Algunas de esas improvisaciones se toparon con el hambre, en distintas etapas de la carrera de León. “Cuando llegué a Buenos Aires adelgacé veinticinco kilos. Comía lo que podía y cuando podía. Después, en Los Angeles, cuando nos tuvimos que ir del país por las amenazas que recibía, volvimos a pasarla mal con Alicia y Lisa, que era un bebé. Me aparecí con mi Disco de Oro, enmarcado, buscando trabajo de cualquier cosa. Y no me daban nada, porque pensaban que era un delincuente que me había escapado de la Argentina. Vivíamos con dos pechugas de pollo por día. Por eso, si ahora nos estamos tomando este Syrah, bueno, está bien: ya me tomé muchos tetra-bricks en mi vida.”

El rock argentino arrastra un poderoso y extraño sentimiento de culpa, que no se verifica en el Primer Mundo, y que tampoco encuentra analogía aquí mismo, en otras disciplinas artísticas.
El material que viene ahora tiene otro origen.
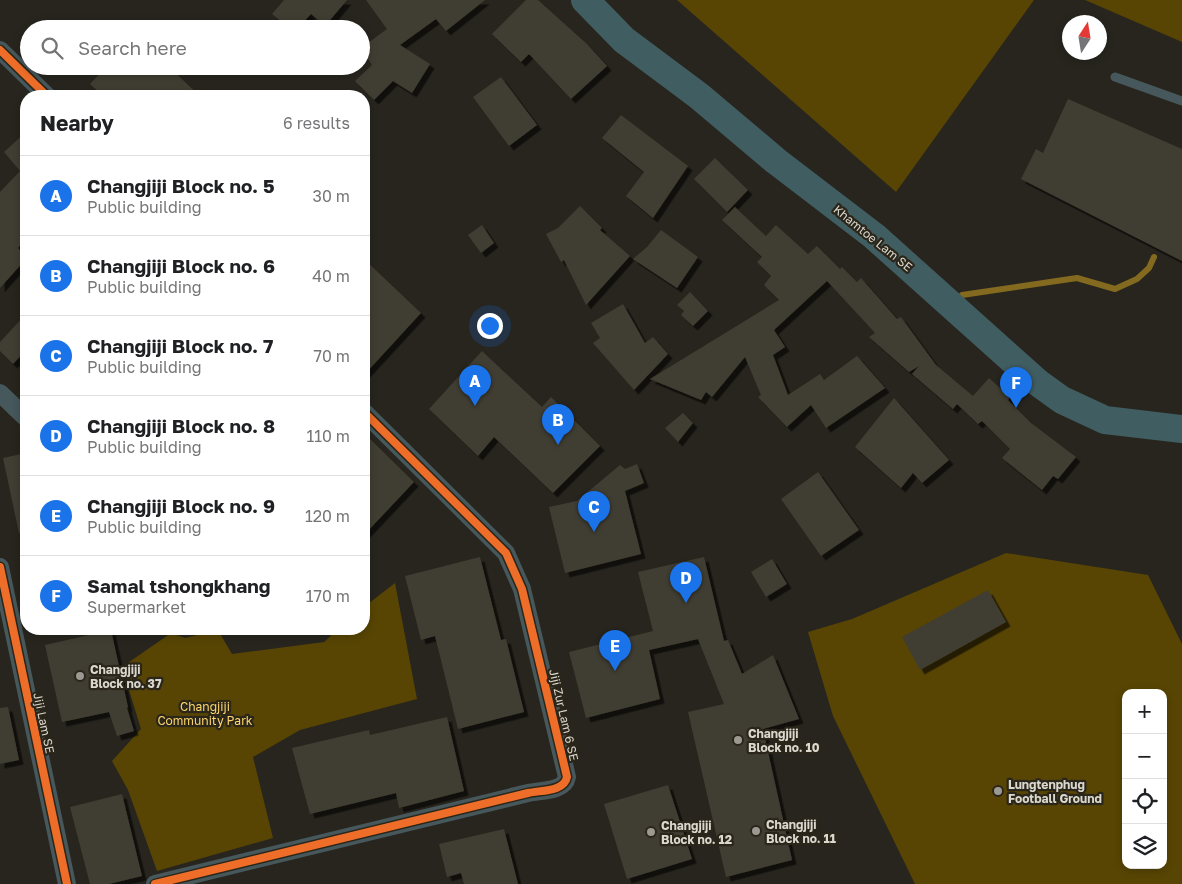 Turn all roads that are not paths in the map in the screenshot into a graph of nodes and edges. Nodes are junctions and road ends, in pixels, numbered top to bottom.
1 (585, 0) edge
2 (0, 50) edge
3 (20, 70) edge
4 (26, 75) edge
5 (1115, 78) dead end
6 (41, 90) edge
7 (1182, 101) edge
8 (0, 393) edge
9 (20, 412) edge
10 (370, 418) edge
11 (1182, 429) edge
12 (0, 567) edge
13 (67, 884) edge
14 (154, 884) edge

1 - 11 main road, Khamtoe Lam SE
2 - 3 street
4 - 6 street
5 - 7 lane
8 - 9 street
10 - 14 street, Jiji Zur Lam 6 SE
12 - 13 street, Jiji Lam SE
León se ríe y asiente cuando le hago este comentario, poco después de entrar en un apacible bar palermitano. “Sí, es cierto. Yo soy culposo. Por un lado, pienso que me gané el derecho a tener una jubilación tranquila. No quiero que de viejo me hagan un concierto a beneficio para poder comprarme los remedios. Pero al mismo tiempo me da culpa estar bien. Entonces, doy mucho. También debe de estar eso de que «más das, más recibís». A veces digo: «Este mes me fue tan bien que estos conciertos los hago para tal fundación...». Cuando salgo con el auto ya sé que tengo un presupuesto mensual de peajes. Sé que por día, gasto 40, 50 pesos, y entonces salgo con cambio chico. Tengo identificados a mis clientes de los semáforos, y voy largando los billetes y las monedas. A uno le compro una flor, a otro una lapicera, hay otro que está en silla de ruedas y cuando paso le doy 20, 30 pesos. En Cañada Rosquín, lo mismo. Cuando se enteran de que llegué, al minuto mi hermana me avisa: «Ya están en la puerta».”
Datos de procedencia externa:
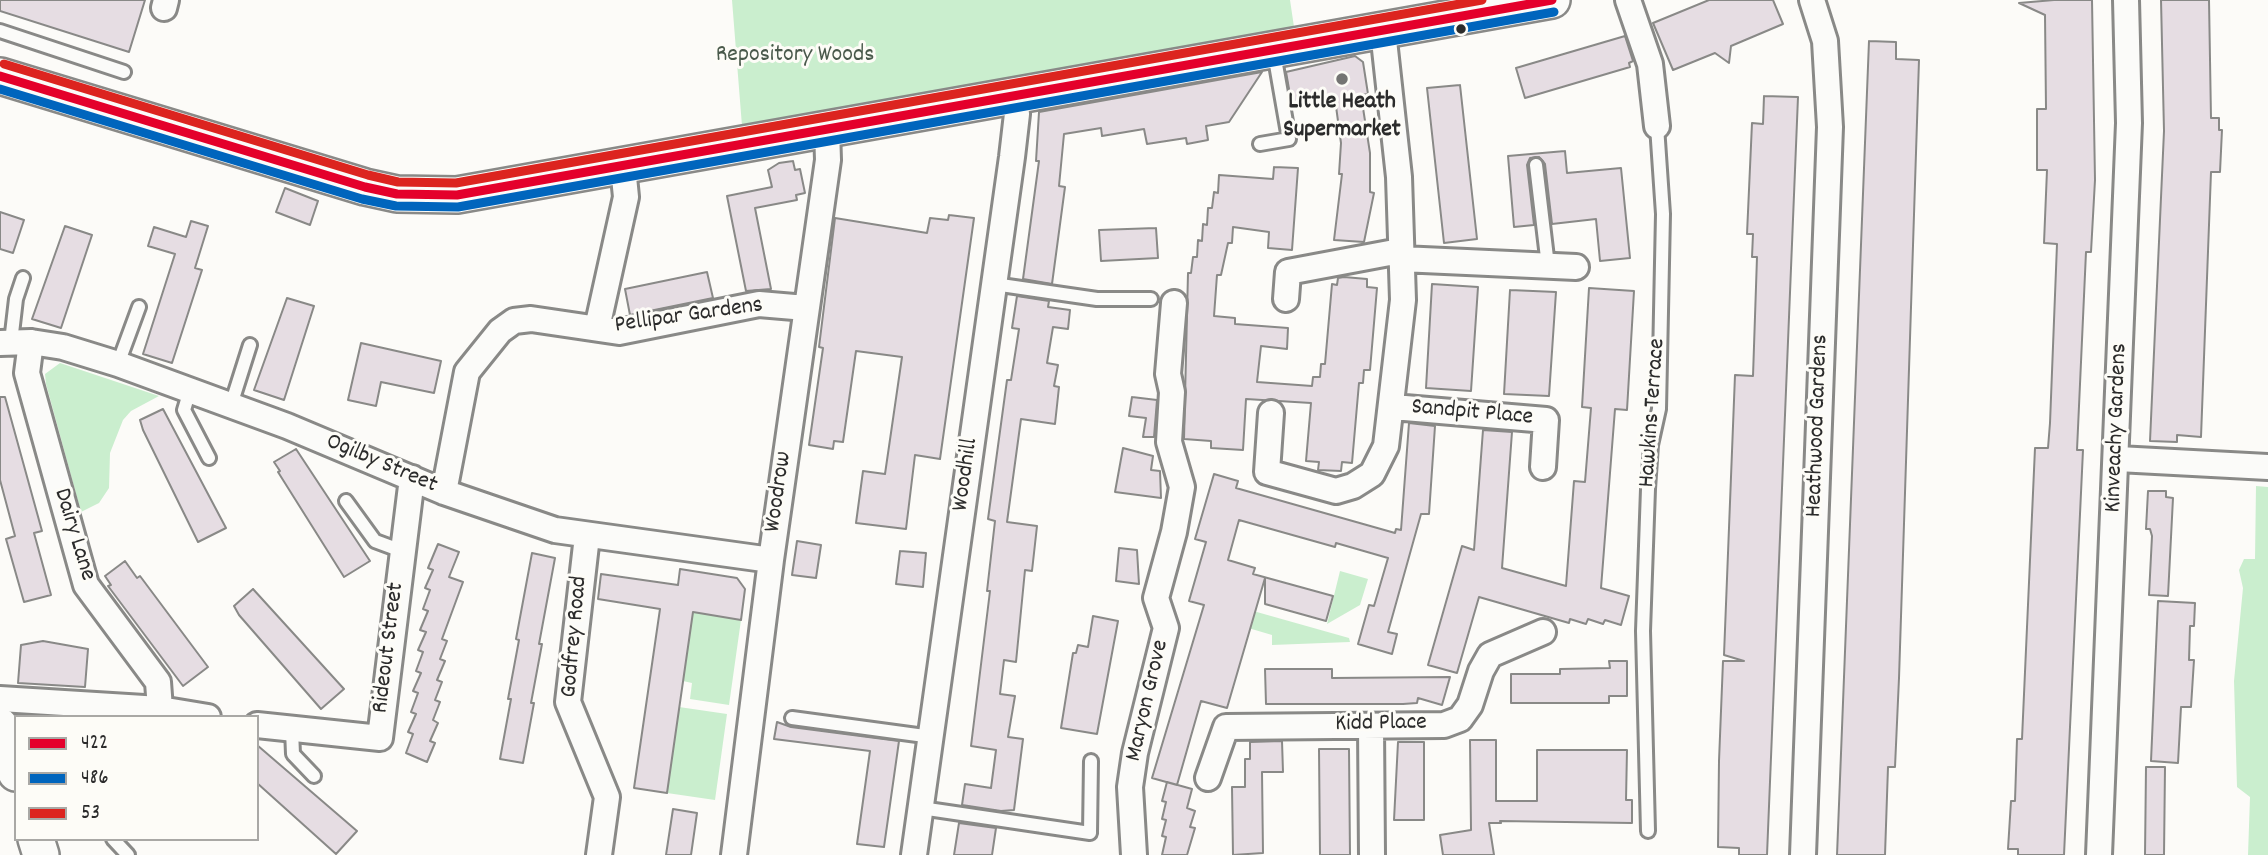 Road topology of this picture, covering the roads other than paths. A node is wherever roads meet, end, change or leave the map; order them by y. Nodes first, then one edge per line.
1 (1552, 0) edge
2 (1628, 0) edge
3 (1812, 0) edge
4 (2126, 0) edge
5 (1442, 10) edge
6 (0, 31) edge
7 (1384, 31) junction
8 (1262, 51) junction
9 (124, 72) dead end
10 (0, 76) edge
11 (1015, 95) junction
12 (1657, 126) joint
13 (827, 130) junction
14 (1260, 144) dead end
15 (1536, 165) dead end
16 (623, 167) junction
17 (1401, 255) junction
18 (1548, 266) junction
19 (1576, 267) dead end
20 (23, 278) dead end
21 (994, 284) junction
22 (1286, 299) dead end
23 (1163, 301) joint
24 (139, 307) dead end
25 (806, 308) junction
26 (597, 328) junction
27 (14, 342) edge
28 (250, 345) dead end
29 (118, 364) junction
30 (190, 390) junction
31 (231, 405) junction
32 (1393, 407) junction
33 (1271, 413) dead end
34 (209, 458) dead end
35 (2118, 459) junction
36 (1543, 467) dead end
37 (2268, 467) edge
38 (412, 478) junction
39 (444, 492) junction
40 (346, 501) dead end
41 (587, 536) junction
42 (402, 551) junction
43 (771, 560) junction
44 (1543, 632) dead end
45 (0, 699) edge
46 (160, 709) junction
47 (196, 715) edge
48 (792, 718) dead end
49 (259, 725) edge
50 (0, 726) edge
51 (1371, 726) junction
52 (292, 730) junction
53 (932, 737) junction
54 (1091, 761) dead end
55 (14, 767) edge
56 (314, 776) dead end
57 (1208, 778) dead end
58 (921, 808) junction
59 (1648, 831) dead end
60 (115, 841) edge
61 (128, 855) edge
62 (599, 855) edge
63 (734, 855) edge
64 (914, 855) edge
65 (1134, 855) edge
66 (1372, 855) edge
67 (1803, 855) edge
68 (2099, 855) edge

1 - 5 main road
2 - 12 street, Hawkins Terrace
3 - 67 street, Heathwood Gardens
4 - 35 street, Kinveachy Gardens
5 - 7 main road
6 - 9 lane
7 - 8 main road
7 - 17 street
8 - 11 main road
8 - 14 lane
10 - 16 main road
11 - 13 main road
11 - 21 street, Woodhill
12 - 59 lane, Hawkins Terrace
13 - 16 main road
13 - 25 street, Woodrow
15 - 18 lane
16 - 26 street
17 - 18 street
17 - 22 street
17 - 32 street
18 - 19 street
20 - 27 lane
21 - 23 lane
21 - 53 street, Woodhill
23 - 65 street, Maryon Grove
24 - 29 lane
25 - 26 street, Pellipar Gardens
25 - 43 street, Woodrow
26 - 39 street, Pellipar Gardens
27 - 29 street, Ogilby Street
27 - 46 street, Dairy Lane
28 - 31 lane
29 - 30 street, Ogilby Street
30 - 31 street, Ogilby Street
30 - 34 lane
31 - 38 street, Ogilby Street
32 - 33 street
32 - 36 street, Sandpit Place
35 - 37 street
35 - 68 street, Kinveachy Gardens
38 - 39 street, Ogilby Street
38 - 42 street, Rideout Street
39 - 41 street, Ogilby Street
40 - 42 lane
41 - 43 street, Ogilby Street
41 - 62 street, Godfrey Road
42 - 52 street, Rideout Street
43 - 63 street, Woodrow
44 - 51 street, Kidd Place
45 - 46 street
46 - 47 street
48 - 53 lane
49 - 52 street, Rideout Street
50 - 55 main road
51 - 57 street, Kidd Place
51 - 66 street
52 - 56 lane
53 - 58 street, Woodhill
54 - 58 lane
58 - 64 street, Woodhill
60 - 61 lane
–¿Se puede ser progre, comprometido y solidario las 24 horas del día o hay un momento en que decís “¡Basta!”?

–No tengo celular, pero en mi casa recibo cincuenta llamados diarios, y eso que cada dos o tres años cambiamos el número. Más de una vez, corriendo por Palermo, me cruzaron el auto sólo para pedirme: “¿Le firmás un autógrafo a la nena?”. A veces, cuando me joden, pienso: “¡Cómo rompe las pelotas este hijo de puta!”. Pero no me sale contestarle mal. Y al final me da ternura. Lo veo que se va contento con su autógrafo para la nena... soy un boludo. Me pasó de estar enfrente de gente que me mira y se pone a llorar. ¿Qué querés, que siga de largo? Por ahí, Charly la hace más fácil: los manda a la puta que los parió y listo. A mí no me sale. Entonces, para que no me pasen esas cosas, salgo a la calle con un barbijo.
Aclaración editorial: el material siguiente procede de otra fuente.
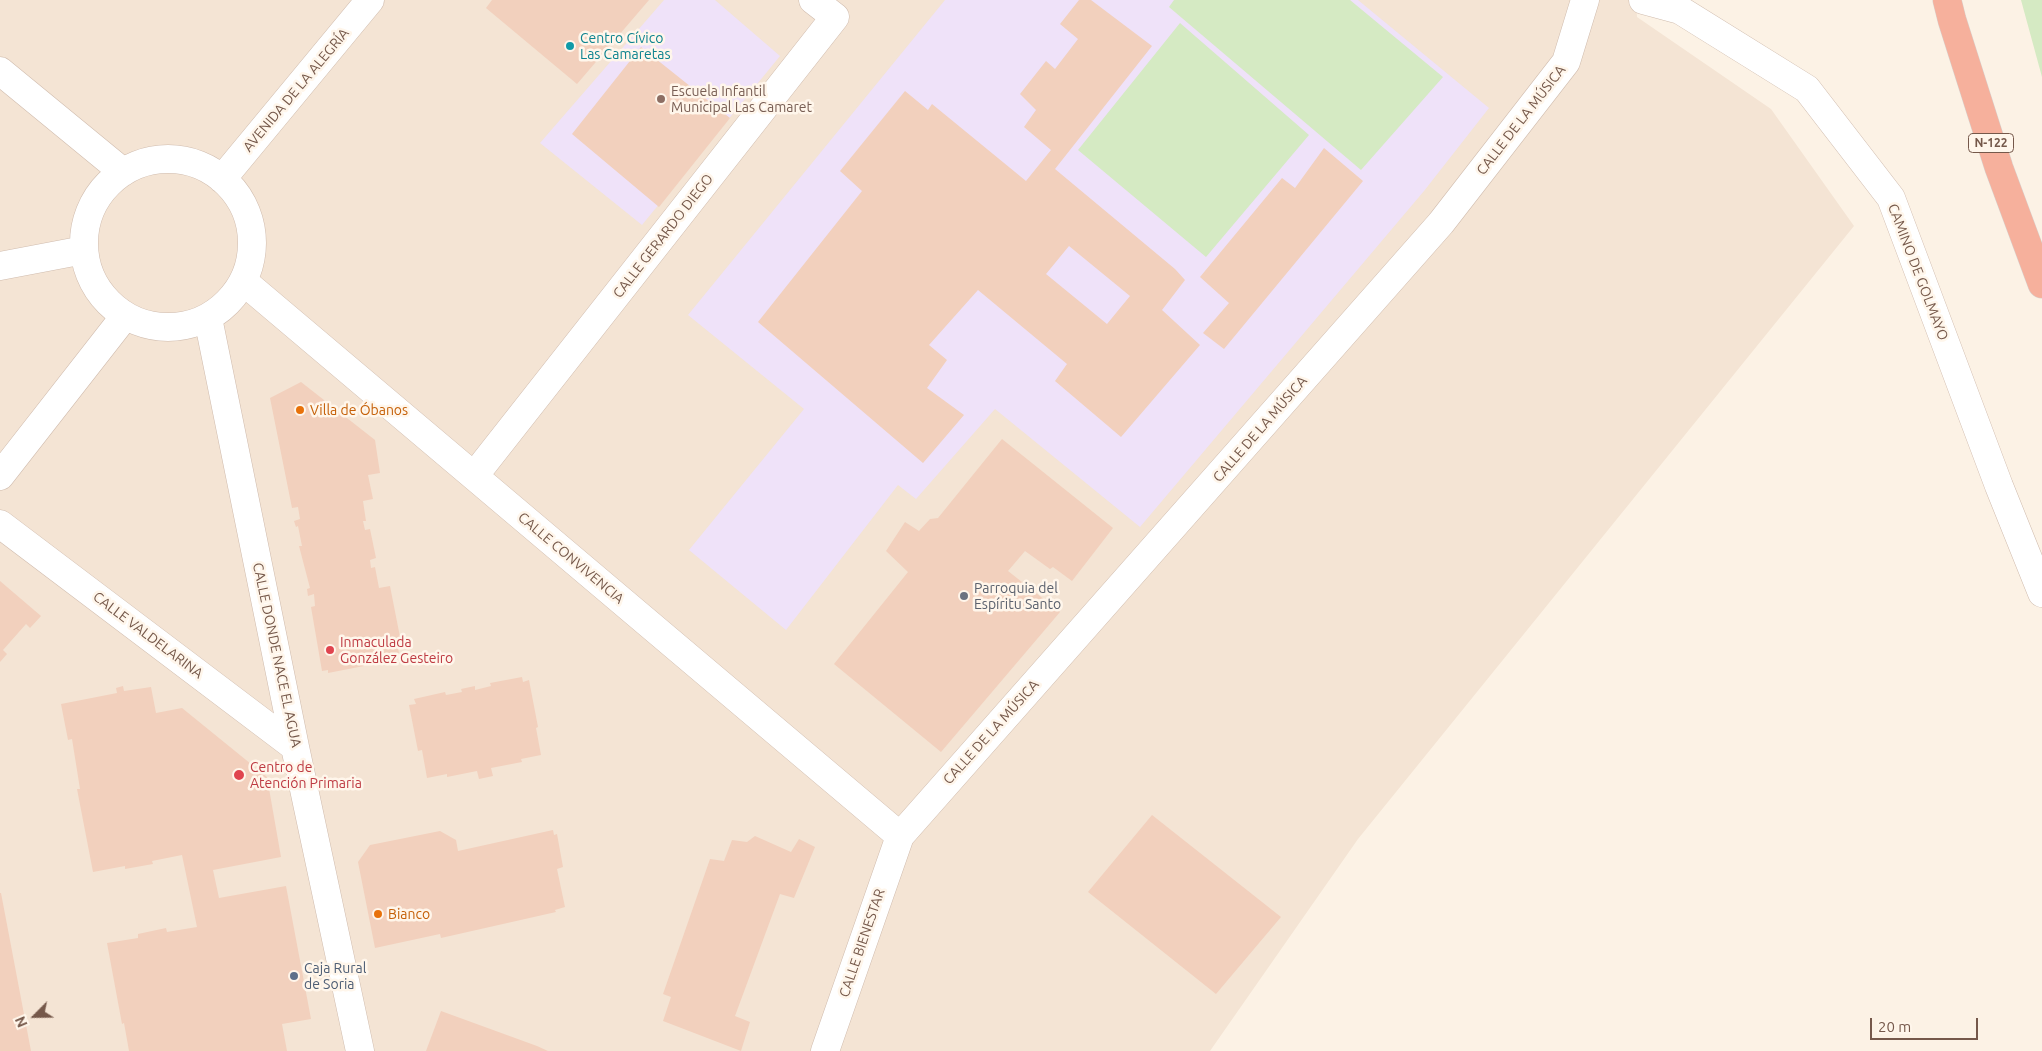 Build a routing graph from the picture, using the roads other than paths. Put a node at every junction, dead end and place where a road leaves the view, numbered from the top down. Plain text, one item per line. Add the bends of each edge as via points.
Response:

–¿Como el que usa Michael Jackson?

–Sí, igual. Lo adopté después de ver que lo usaban en Japón. Allá la gente anda con barbijos cuando está engripada; lo hacen para no transmitir los gérmenes. Yo en cambio lo uso para pasar inadvertido. Algunos me paran y me preguntan por qué lo tengo: “Porque me operaron de la nariz”, les digo. Se ven las cosas de otro modo. A veces siento que le resulto repulsivo a la gente. Me miran, me ven con el barbijo, se asustan y se corren.

Cuando lo invitan a un recital, pide que no le den entradas para las filas del medio. Prefiere las de atrás, así llega cuando el show ya empezó y se va antes de que termine. Amante del cine, va al Cinemark de Palermo, donde tiene conexión directa entre el estacionamiento y la sala. Por el hall ni aparece. La salida del cine: una especie de populómetro para medir fama, fobia pública y nivel de normalidad en la vida de una estrella (el Indio Solari, por ejemplo, dijo alguna vez que sólo va a ver películas en Uruguay o Nueva York).

Este conjunto de síntomas tal vez sea normal en todos los artistas con un nivel similar de exposición pública. Pero León lo dice. Se nota que le duele, y el organismo se lo cobró hace algunos años, durante la grabación de Orozco (1997). Me dice que no hay, científicamente, un vínculo directo entre el ataque de pánico que sufrió y el grado de exigencia cotidiana que supone ser Gieco full time. Pero algo de eso debe de haber. “Puede ser por el exceso de compromiso, mezclado con una angustia muy grande. Por suerte hay unas pastillitas milagrosas”, se ríe.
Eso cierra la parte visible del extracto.